_Listed entries_.
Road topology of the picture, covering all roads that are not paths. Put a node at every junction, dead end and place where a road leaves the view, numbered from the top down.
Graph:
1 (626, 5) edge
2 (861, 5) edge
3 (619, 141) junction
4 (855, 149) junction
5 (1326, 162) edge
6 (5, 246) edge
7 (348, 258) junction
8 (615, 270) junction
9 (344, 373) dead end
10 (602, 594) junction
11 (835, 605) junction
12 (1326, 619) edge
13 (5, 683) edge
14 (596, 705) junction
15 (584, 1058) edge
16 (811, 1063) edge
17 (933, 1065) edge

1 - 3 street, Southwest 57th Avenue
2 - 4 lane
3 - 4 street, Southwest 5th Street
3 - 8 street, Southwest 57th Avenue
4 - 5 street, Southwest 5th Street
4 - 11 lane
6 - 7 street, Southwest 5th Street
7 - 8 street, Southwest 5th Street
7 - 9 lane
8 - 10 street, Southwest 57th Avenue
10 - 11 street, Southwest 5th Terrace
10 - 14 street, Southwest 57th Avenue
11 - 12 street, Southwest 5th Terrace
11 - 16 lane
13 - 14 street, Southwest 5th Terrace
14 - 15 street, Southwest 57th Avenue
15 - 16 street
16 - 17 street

_What to produce_. A verbatim copy of all the entries above is requested.

_Solution to this exercise_.
Road topology of the picture, covering all roads that are not paths. Put a node at every junction, dead end and place where a road leaves the view, numbered from the top down.
Graph:
1 (626, 5) edge
2 (861, 5) edge
3 (619, 141) junction
4 (855, 149) junction
5 (1326, 162) edge
6 (5, 246) edge
7 (348, 258) junction
8 (615, 270) junction
9 (344, 373) dead end
10 (602, 594) junction
11 (835, 605) junction
12 (1326, 619) edge
13 (5, 683) edge
14 (596, 705) junction
15 (584, 1058) edge
16 (811, 1063) edge
17 (933, 1065) edge

1 - 3 street, Southwest 57th Avenue
2 - 4 lane
3 - 4 street, Southwest 5th Street
3 - 8 street, Southwest 57th Avenue
4 - 5 street, Southwest 5th Street
4 - 11 lane
6 - 7 street, Southwest 5th Street
7 - 8 street, Southwest 5th Street
7 - 9 lane
8 - 10 street, Southwest 57th Avenue
10 - 11 street, Southwest 5th Terrace
10 - 14 street, Southwest 57th Avenue
11 - 12 street, Southwest 5th Terrace
11 - 16 lane
13 - 14 street, Southwest 5th Terrace
14 - 15 street, Southwest 57th Avenue
15 - 16 street
16 - 17 street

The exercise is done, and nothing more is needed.